Task instructions
Give back nothing but the number of lines in these entries that contain the word "Карельский".

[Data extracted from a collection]
···
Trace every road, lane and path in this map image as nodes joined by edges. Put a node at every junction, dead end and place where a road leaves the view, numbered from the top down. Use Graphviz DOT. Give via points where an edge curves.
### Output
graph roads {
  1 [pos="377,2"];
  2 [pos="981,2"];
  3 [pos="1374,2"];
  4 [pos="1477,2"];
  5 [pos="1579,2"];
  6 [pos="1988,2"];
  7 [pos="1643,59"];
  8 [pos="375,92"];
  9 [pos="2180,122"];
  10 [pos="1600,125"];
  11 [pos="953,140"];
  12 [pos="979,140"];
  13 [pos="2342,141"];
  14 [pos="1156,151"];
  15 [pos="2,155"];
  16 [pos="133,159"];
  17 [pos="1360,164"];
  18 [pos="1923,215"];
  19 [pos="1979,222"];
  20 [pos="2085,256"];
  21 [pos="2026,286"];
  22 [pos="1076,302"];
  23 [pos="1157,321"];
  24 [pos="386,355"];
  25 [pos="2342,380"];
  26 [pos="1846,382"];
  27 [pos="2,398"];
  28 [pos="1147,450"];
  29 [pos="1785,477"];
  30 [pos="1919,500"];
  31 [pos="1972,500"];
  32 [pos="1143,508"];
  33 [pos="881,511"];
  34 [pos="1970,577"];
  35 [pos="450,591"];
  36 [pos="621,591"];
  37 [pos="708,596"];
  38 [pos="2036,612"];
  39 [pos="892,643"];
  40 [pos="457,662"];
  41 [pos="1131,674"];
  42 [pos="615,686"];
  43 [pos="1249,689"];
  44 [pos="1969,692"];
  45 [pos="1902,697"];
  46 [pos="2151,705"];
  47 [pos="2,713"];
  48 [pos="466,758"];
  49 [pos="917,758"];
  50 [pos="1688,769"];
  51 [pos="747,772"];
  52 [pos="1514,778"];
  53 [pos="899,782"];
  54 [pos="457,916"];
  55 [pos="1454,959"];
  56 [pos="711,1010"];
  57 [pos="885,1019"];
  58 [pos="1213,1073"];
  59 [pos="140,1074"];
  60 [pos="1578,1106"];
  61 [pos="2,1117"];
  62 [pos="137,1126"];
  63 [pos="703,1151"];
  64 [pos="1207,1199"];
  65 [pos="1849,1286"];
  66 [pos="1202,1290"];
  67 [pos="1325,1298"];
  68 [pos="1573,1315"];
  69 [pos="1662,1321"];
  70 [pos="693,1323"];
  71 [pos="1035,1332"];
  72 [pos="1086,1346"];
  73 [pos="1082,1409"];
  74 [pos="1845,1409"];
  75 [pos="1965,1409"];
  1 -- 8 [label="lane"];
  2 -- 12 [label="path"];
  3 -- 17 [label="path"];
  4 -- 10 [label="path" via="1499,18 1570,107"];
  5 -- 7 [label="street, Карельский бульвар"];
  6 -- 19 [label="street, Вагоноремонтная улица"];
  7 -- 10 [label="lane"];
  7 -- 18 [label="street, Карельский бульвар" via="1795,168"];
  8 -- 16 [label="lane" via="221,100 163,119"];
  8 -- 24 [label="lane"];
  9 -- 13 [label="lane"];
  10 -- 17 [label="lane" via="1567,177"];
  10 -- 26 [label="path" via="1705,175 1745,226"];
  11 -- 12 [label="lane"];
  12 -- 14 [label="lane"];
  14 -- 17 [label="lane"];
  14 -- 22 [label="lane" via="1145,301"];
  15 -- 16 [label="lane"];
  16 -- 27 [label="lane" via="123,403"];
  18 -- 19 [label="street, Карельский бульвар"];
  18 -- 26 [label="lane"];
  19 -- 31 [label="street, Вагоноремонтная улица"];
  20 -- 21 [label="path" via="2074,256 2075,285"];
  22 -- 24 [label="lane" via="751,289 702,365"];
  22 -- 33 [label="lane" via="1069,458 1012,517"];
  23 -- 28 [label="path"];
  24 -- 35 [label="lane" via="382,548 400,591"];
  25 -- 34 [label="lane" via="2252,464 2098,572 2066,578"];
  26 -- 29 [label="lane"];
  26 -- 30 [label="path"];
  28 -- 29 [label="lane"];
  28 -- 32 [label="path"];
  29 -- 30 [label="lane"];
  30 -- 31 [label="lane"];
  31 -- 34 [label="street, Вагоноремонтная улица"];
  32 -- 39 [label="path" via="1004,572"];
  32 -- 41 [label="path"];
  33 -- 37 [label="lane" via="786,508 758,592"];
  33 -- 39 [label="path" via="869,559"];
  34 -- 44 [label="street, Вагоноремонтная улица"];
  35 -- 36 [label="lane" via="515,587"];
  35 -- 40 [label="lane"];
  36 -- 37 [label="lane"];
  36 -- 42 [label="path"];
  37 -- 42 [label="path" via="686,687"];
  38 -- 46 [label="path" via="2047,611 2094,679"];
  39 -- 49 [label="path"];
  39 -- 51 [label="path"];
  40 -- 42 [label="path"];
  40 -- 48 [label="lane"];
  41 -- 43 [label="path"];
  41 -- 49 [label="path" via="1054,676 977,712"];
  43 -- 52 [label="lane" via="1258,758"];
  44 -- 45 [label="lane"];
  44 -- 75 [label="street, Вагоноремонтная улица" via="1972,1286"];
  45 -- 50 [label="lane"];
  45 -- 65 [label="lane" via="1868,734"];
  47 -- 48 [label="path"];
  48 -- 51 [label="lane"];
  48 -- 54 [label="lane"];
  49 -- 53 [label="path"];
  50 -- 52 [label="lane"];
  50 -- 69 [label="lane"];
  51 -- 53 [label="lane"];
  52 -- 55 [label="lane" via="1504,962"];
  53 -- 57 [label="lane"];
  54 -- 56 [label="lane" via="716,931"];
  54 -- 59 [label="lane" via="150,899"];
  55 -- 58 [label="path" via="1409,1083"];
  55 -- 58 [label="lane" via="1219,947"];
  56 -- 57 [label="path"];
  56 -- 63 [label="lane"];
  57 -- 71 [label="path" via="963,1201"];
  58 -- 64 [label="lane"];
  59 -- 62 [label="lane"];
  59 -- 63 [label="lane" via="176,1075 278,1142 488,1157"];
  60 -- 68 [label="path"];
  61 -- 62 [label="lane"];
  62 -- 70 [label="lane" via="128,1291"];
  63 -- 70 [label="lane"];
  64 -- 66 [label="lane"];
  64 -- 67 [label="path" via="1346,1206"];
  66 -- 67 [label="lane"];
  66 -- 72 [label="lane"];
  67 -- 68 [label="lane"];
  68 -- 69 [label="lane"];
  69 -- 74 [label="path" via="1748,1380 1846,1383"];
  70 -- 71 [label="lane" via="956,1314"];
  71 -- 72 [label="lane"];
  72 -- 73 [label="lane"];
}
···
Completed task
3